Nigeria and South Africa are two of the region’s largest economies whose main industries include the extractive industries, agriculture, tourism and manufacturing to a smaller extent. Both of these countries have voluntary systems for reporting pollution, however they follow different approaches for the data collection.
In Nigeria, the activities of the petroleum industry and sabotage of its infrastructure by third parties, are a major cause of soil pollution. In order to monitor the extent of the oil spills, the National Oil Spill Detection and Response Agency (NOSDRA) is tasked to implement the National Oil Spill Contingency Plan for the country (NOSDRA, 2020). The website of NOSDRA provides report templates for oil spill reporting that can then be captured on their database. It encourages anyone, including concerned or affected citizens to report incidents of pollution and provides contact details for emergency notifications. The database is available a separate website (Nigerian Oil Spill Monitor, 2020) where the data can be evaluated both on an interactive map and summarized in table format. The data indicates that already 11 spills have been reported since the onset of 2020, totalling 16 cubic metres of oil. Respectively in 2018 and 2019, there were 643 and 626 reports of spill incidents, totalling 4 100 cubic metres and 5 800 cubic metres of oil.
Although the Nigerian Oil Spill Monitor provides data on the number of oil spills, it does not provide quantitative data on the contamination levels of soil, groundwater, surface water or biota (Figure 10). The Environmental Assessment of Ogoniland report was the result of a two-year project commissioned by UNEP that included that analysis of soil samples from 780 boreholes across 69 sites (UNEP, 2011). It provides detailed information on the extent of soil contamination at each site. The Assessment provides data from 67 of the sites including: the size of area investigated; the number of soil samples collected; the maximum TPH level measured in soil; and the volume of soil above the intervention value of 5 000 mg/kg TPH as set by the Environmental Guidelines and Standards for the Petroleum Industry in Nigeria.
The voluntary site reporting system in South Africa makes provision for any activity that is causing or has caused soil pollution with contaminants as listed in the National Norms and Standards for the Remediation of Contaminated Land and Soil Quality that forms part of the National Environmental Management: Waste Act No. 59 of 2008. These norms and standards provide soil screening values for a range of contaminants including trace elements, alkanes, monocyclic aromatic hydrocarbons, aromatics and other organic contaminants.

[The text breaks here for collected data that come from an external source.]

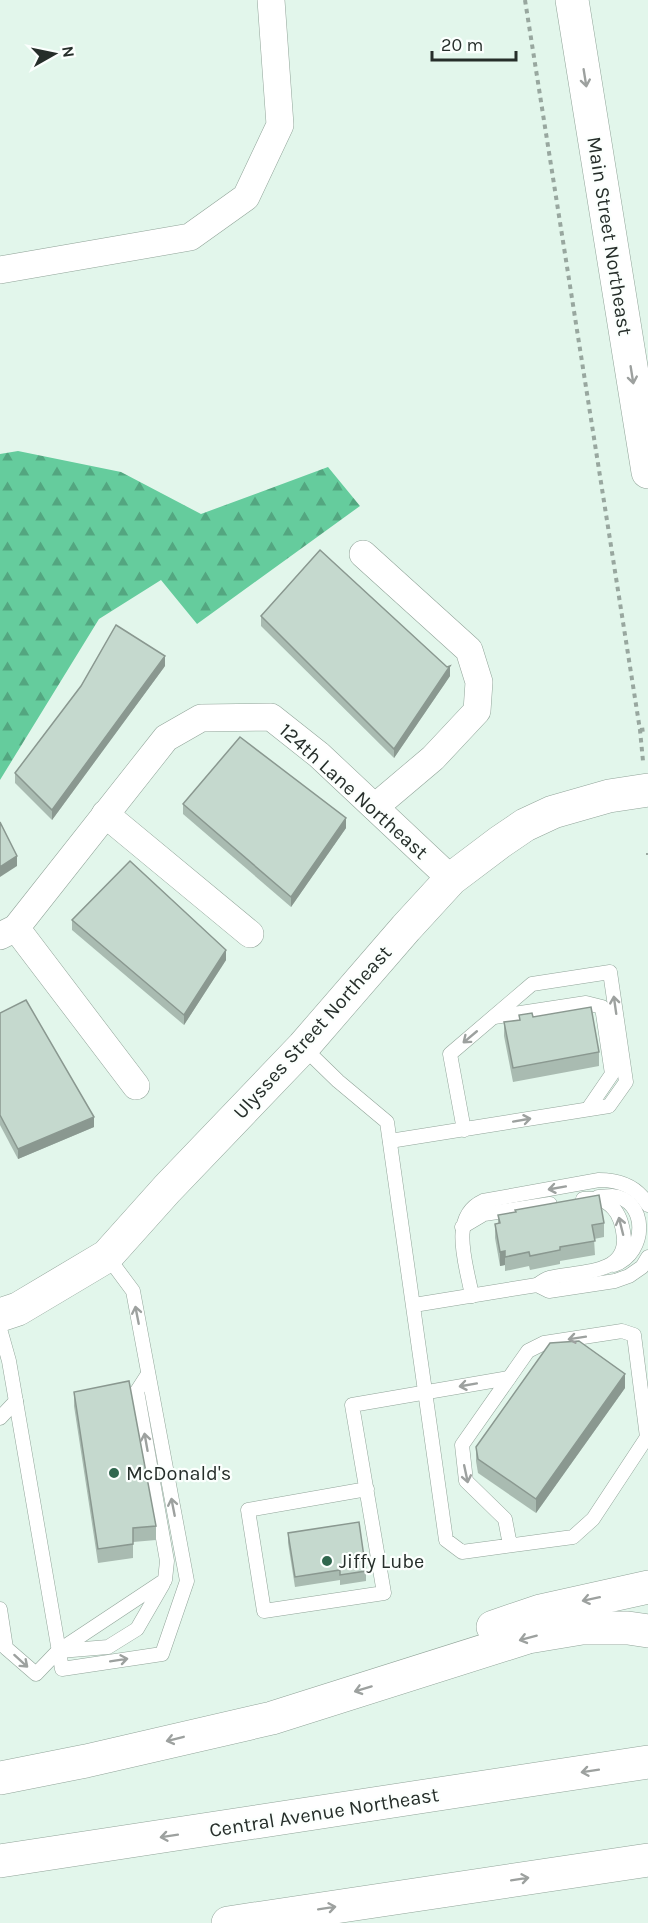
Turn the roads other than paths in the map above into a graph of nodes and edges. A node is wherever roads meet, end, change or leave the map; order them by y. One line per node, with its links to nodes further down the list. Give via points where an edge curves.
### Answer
1 (271, 0): 3 (street, via 280,125 246,196 190,237)
2 (572, 0): 4 (main road, Main Street Northeast, one-way to 4)
3 (0, 270)
4 (648, 472)
5 (363, 554): 7 (street, via 469,650 479,682 477,711 433,758)
6 (648, 790): 9 (main road, Ulysses Street Northeast, via 553,812 525,825)
7 (375, 807): 8 (street, 124th Lane Northeast, via 271,717 201,718 166,738); 9 (street, 124th Lane Northeast)
8 (105, 814): 10 (street, 124th Lane Northeast); 11 (street)
9 (451, 879): 13 (main road, Ulysses Street Northeast)
10 (8, 932): 14 (street)
11 (250, 934)
12 (493, 1017): 15 (lane, via 586,1003 602,1007 612,1074); 15 (lane, one-way to 12, via 609,1106 626,1082 610,972 532,984); 16 (lane, one-way to 16, via 450,1054)
13 (303, 1047): 17 (lane, via 387,1122); 20 (main road, Ulysses Street Northeast)
14 (136, 1086)
15 (588, 1109): 16 (lane, one-way to 15)
16 (464, 1130): 17 (lane)
17 (390, 1141): 24 (lane)
18 (648, 1205): 19 (lane, one-way to 19, via 625,1184 599,1180 483,1201 467,1215)
19 (462, 1227): 22 (lane, one-way to 19, via 547,1278 625,1262 642,1238 635,1209 613,1196 484,1214); 23 (lane)
20 (107, 1256): 25 (main road, Ulysses Street Northeast, via 18,1309); 27 (lane, one-way to 20, via 133,1291)
21 (648, 1257): 22 (lane, via 642,1267 615,1281 549,1291)
22 (537, 1285): 23 (lane)
23 (472, 1296): 24 (lane)
24 (414, 1305): 29 (lane)
25 (0, 1315)
26 (0, 1329): 30 (lane)
27 (148, 1374): 34 (lane, one-way to 27, via 167,1561 137,1391); 38 (lane, one-way to 27, via 62,1669 162,1654 187,1581)
28 (509, 1378): 29 (lane, one-way to 29); 33 (lane, one-way to 33, via 462,1445 466,1481 506,1520); 33 (lane, one-way to 28, via 573,1537 593,1519 647,1437 634,1335 622,1331 544,1343 528,1351)
29 (426, 1392): 32 (lane, via 352,1405); 33 (lane, via 446,1540 462,1552)
30 (16, 1401): 31 (lane); 38 (lane)
31 (0, 1418)
32 (367, 1489): 32 (lane, via 384,1593 264,1611 248,1510)
33 (510, 1545)
34 (165, 1580): 38 (lane); 38 (lane, via 137,1629 108,1647)
35 (648, 1587): 39 (main road, one-way to 39, via 540,1611 472,1634)
36 (0, 1609): 38 (lane, one-way to 38, via 6,1648 36,1674)
37 (648, 1631): 39 (main road, one-way to 39, via 556,1631)
38 (58, 1651)
39 (394, 1679): 41 (main road, one-way to 41, via 272,1718)
40 (648, 1762): 43 (main road, Central Avenue Northeast, one-way to 43)
41 (0, 1778)
42 (648, 1860): 44 (main road, one-way to 42)
43 (0, 1861)
44 (228, 1923)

Some of the organic contaminants listed include chlorobenzene, chlorophenol, trichlorobenzenes, PCBs and cyanide (Department of Environmental Affairs, 2019a).
In order to avoid paying a fine, business and land-owners can voluntary report the presence of soil pollution on their properties. This registry of contaminated sites are available online and include the address of the properties, the coordinates of its location as well as the industry within which it operates and the nature and origin of contamination (SAWIC - Department of Environmental Affairs, 2019). The list does not include the extent of the pollution plume or the number of people that are at risk of exposure. Some of the contaminants reported include arsenic’ asbestos, fluoride, manganese, PAHs, petroleum products and zinc. However, the levels measured for each of the contaminants as well as the volumes of soil contaminated, are not indicated in this registry. Fuel stations (including refuelling depots) are the main source of pollution in the current list while other sources reported include manufacturing of paint, leather cloth and coatings. Industrial manufacturing has also been reported as a source of soil pollution with chlorinated solvents, mercury, phthalates and volatile organic compounds amongst other contaminants.